Exercise aim - Below is a block of records. Copy every line in it that contains the word "Fede".

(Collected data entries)
——————

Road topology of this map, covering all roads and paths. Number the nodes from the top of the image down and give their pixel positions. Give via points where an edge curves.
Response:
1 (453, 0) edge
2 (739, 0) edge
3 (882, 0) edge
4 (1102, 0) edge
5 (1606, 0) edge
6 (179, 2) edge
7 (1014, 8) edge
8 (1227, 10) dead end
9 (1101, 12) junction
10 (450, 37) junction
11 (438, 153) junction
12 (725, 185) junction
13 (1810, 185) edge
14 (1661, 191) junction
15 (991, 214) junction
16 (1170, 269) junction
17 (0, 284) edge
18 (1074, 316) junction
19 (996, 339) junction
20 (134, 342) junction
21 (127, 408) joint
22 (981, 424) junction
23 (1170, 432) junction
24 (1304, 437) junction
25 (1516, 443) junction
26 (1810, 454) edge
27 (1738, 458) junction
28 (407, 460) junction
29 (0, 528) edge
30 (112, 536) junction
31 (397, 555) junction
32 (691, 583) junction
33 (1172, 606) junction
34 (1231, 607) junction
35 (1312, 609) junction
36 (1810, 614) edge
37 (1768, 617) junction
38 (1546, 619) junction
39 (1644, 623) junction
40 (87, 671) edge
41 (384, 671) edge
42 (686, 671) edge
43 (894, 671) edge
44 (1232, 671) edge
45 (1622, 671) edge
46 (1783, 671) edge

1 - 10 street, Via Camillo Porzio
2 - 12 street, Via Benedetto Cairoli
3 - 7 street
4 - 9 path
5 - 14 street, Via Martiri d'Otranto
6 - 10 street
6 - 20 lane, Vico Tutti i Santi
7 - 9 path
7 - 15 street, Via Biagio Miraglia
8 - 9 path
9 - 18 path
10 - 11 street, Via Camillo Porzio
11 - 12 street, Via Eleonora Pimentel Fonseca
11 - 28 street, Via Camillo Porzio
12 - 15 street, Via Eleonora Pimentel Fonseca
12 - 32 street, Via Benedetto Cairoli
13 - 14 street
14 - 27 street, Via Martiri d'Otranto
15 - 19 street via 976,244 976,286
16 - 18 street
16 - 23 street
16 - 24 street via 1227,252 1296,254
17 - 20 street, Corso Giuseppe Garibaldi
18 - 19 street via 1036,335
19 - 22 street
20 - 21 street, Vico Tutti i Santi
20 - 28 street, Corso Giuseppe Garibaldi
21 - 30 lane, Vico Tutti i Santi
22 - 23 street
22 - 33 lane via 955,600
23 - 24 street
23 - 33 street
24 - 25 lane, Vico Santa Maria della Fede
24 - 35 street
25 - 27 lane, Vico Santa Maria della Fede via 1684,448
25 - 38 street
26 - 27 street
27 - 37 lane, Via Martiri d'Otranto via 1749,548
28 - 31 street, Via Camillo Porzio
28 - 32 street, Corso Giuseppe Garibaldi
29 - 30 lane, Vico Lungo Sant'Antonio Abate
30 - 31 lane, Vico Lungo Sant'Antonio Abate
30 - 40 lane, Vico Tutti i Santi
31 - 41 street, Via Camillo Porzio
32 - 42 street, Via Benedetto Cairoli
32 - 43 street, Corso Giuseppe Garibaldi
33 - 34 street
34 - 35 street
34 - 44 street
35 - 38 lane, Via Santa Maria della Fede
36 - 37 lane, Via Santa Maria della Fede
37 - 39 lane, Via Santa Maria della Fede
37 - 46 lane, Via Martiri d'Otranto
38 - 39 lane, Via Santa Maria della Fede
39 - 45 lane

——————

Task answer -
24 - 25 lane, Vico Santa Maria della Fede
25 - 27 lane, Vico Santa Maria della Fede via 1684,448
35 - 38 lane, Via Santa Maria della Fede
36 - 37 lane, Via Santa Maria della Fede
37 - 39 lane, Via Santa Maria della Fede
38 - 39 lane, Via Santa Maria della Fede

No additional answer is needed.